--- START ---

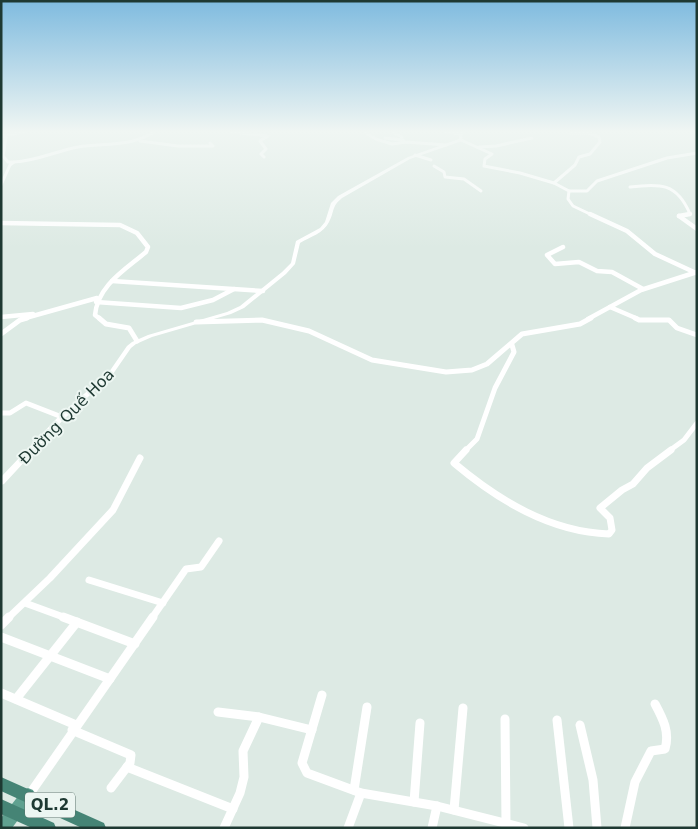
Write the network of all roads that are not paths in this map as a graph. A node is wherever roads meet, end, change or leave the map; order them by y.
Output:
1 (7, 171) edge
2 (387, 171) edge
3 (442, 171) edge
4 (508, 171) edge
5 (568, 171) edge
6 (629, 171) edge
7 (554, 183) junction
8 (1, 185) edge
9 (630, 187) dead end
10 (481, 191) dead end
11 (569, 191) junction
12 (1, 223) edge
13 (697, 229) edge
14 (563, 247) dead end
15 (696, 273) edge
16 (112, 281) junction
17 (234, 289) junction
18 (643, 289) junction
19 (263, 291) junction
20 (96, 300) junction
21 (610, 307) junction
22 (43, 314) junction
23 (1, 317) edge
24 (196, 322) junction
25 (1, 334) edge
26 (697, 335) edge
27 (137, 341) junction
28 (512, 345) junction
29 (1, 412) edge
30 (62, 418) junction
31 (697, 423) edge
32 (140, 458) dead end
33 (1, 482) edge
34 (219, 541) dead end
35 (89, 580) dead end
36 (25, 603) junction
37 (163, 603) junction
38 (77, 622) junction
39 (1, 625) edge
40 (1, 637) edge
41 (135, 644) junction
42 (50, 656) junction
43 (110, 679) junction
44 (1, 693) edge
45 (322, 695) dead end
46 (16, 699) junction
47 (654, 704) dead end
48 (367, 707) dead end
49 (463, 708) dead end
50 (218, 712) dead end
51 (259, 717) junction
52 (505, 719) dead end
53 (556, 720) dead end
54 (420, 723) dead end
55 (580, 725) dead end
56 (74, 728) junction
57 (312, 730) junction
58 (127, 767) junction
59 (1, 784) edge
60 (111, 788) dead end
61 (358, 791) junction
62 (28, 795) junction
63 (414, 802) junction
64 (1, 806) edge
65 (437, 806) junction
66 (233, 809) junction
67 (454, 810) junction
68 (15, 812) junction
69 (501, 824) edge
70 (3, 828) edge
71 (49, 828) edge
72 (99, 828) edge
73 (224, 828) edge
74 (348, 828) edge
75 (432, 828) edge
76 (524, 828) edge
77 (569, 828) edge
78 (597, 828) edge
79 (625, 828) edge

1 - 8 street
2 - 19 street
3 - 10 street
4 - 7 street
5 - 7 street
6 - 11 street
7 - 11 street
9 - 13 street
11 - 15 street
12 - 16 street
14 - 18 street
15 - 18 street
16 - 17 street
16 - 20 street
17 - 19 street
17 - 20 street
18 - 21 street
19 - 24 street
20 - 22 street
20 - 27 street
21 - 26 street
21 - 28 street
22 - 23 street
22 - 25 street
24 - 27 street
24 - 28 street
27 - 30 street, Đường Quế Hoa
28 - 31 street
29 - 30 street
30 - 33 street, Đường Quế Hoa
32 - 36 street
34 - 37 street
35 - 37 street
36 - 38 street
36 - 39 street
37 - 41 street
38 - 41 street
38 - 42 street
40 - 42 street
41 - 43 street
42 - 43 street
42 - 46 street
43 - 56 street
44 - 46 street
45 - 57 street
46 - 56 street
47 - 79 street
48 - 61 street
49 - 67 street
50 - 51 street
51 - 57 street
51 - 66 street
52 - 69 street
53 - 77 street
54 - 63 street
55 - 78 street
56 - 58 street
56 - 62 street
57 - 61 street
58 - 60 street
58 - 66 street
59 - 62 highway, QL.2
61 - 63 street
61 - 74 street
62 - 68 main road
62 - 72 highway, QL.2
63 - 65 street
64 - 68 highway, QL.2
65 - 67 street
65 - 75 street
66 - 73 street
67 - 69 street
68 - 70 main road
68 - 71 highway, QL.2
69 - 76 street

--- END ---
--- START ---

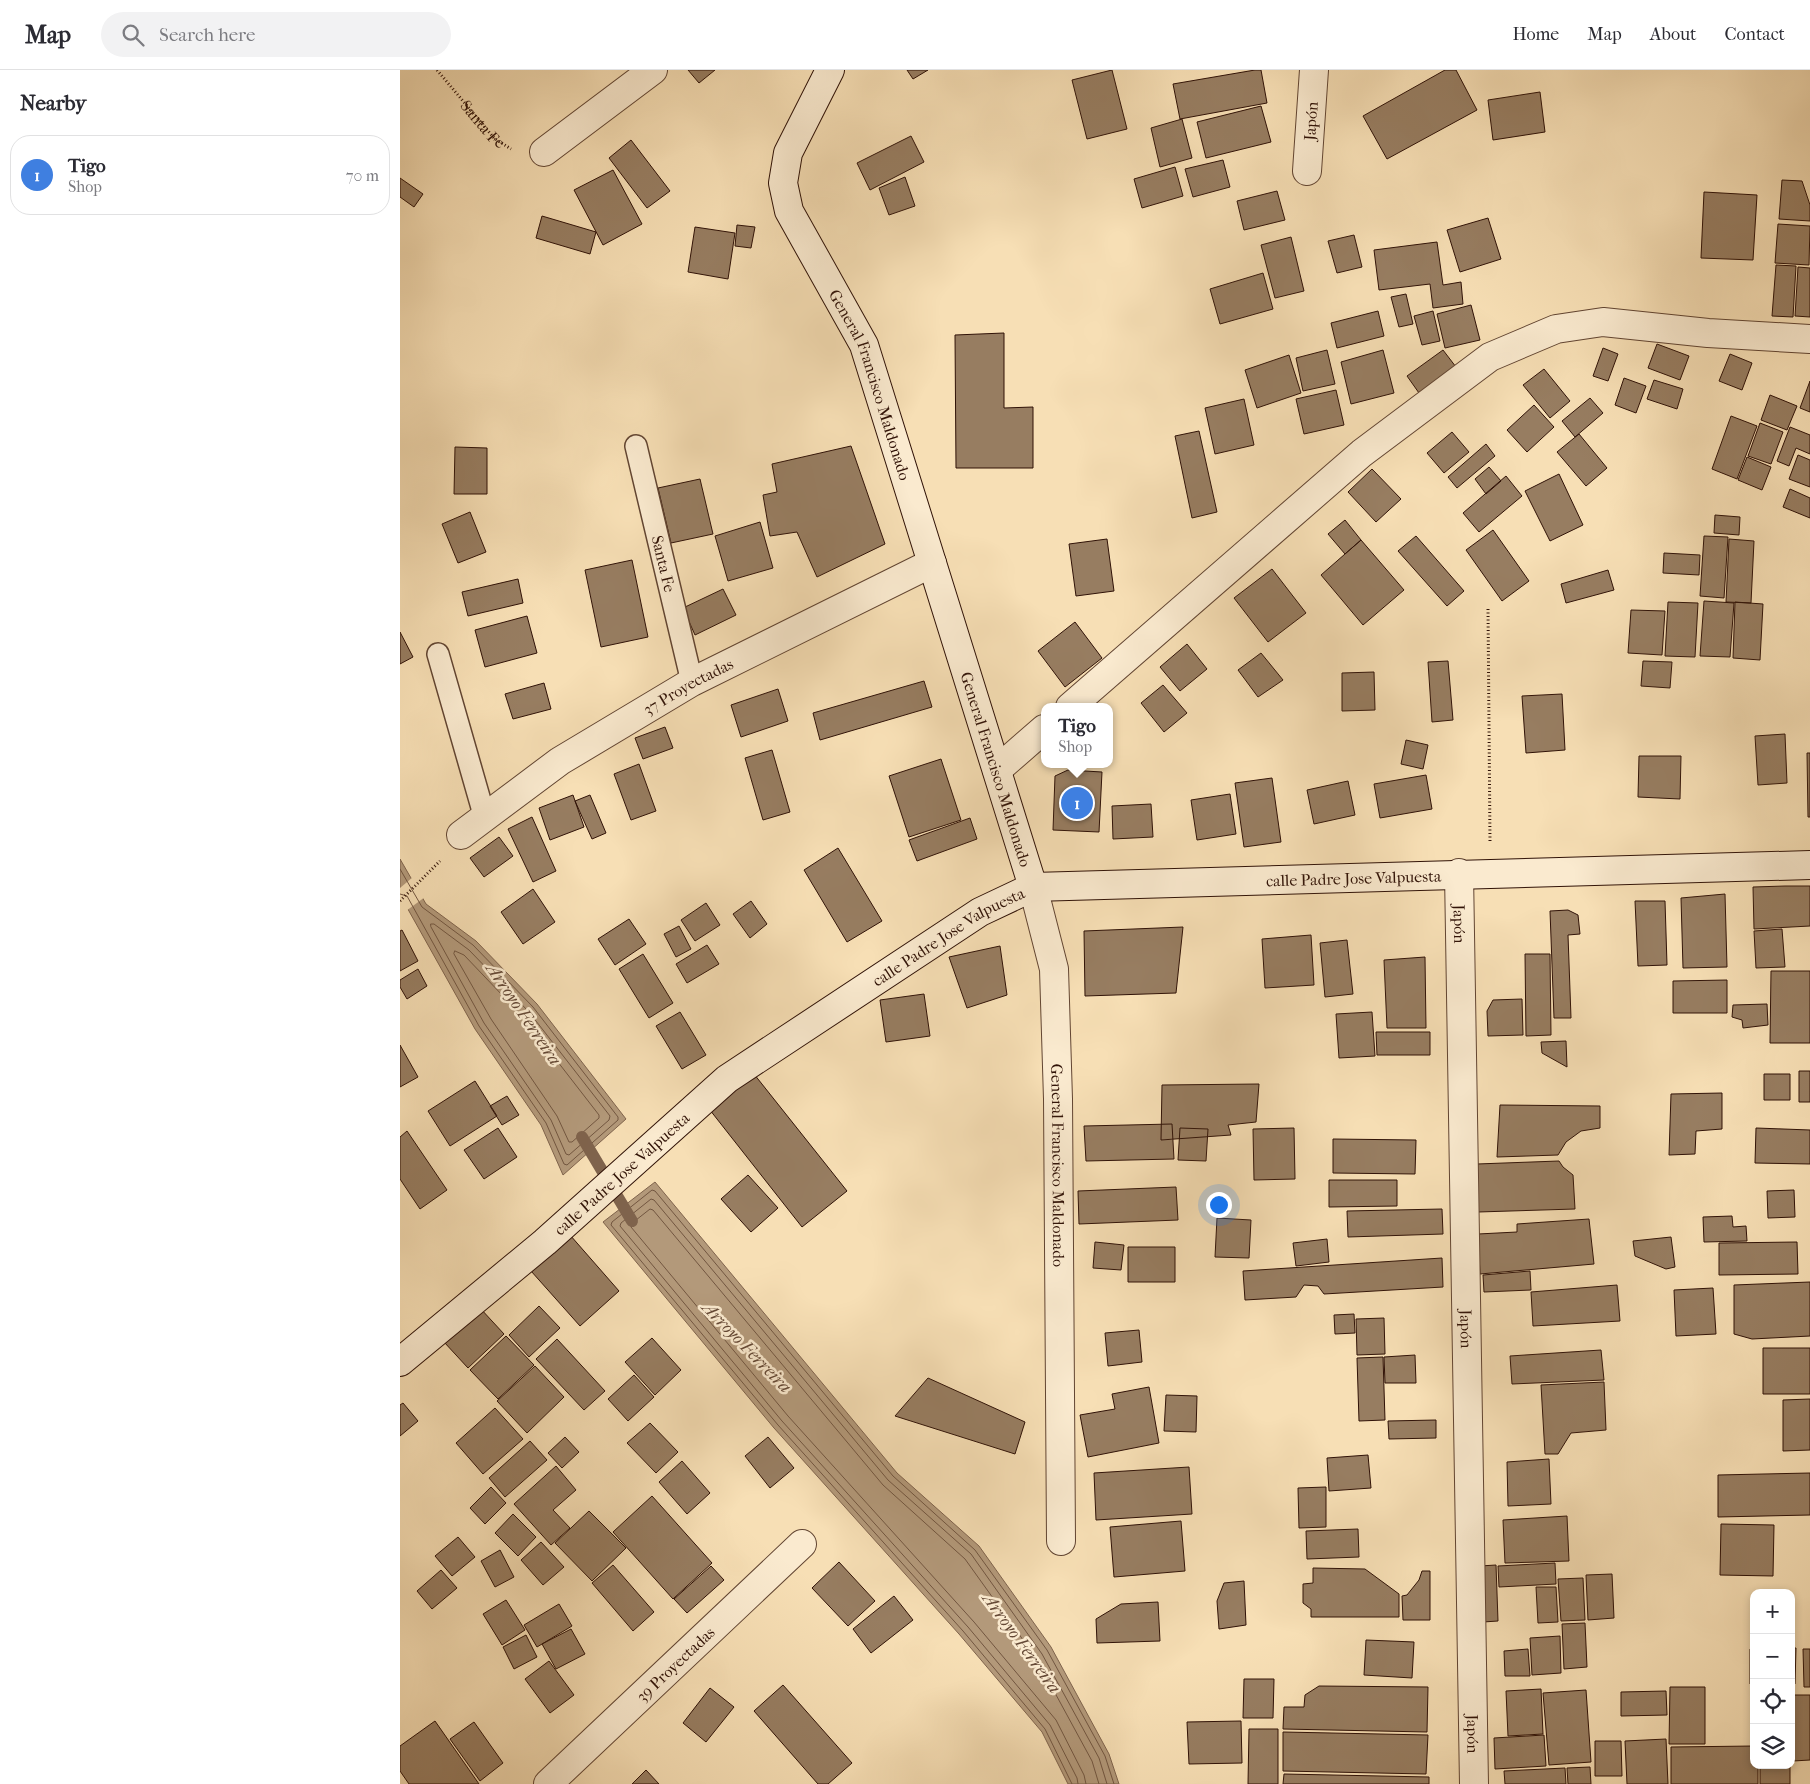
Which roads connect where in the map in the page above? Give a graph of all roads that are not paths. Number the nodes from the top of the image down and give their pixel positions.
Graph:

--- END ---

Among the lines above, count those containing "that", and give only the number.

2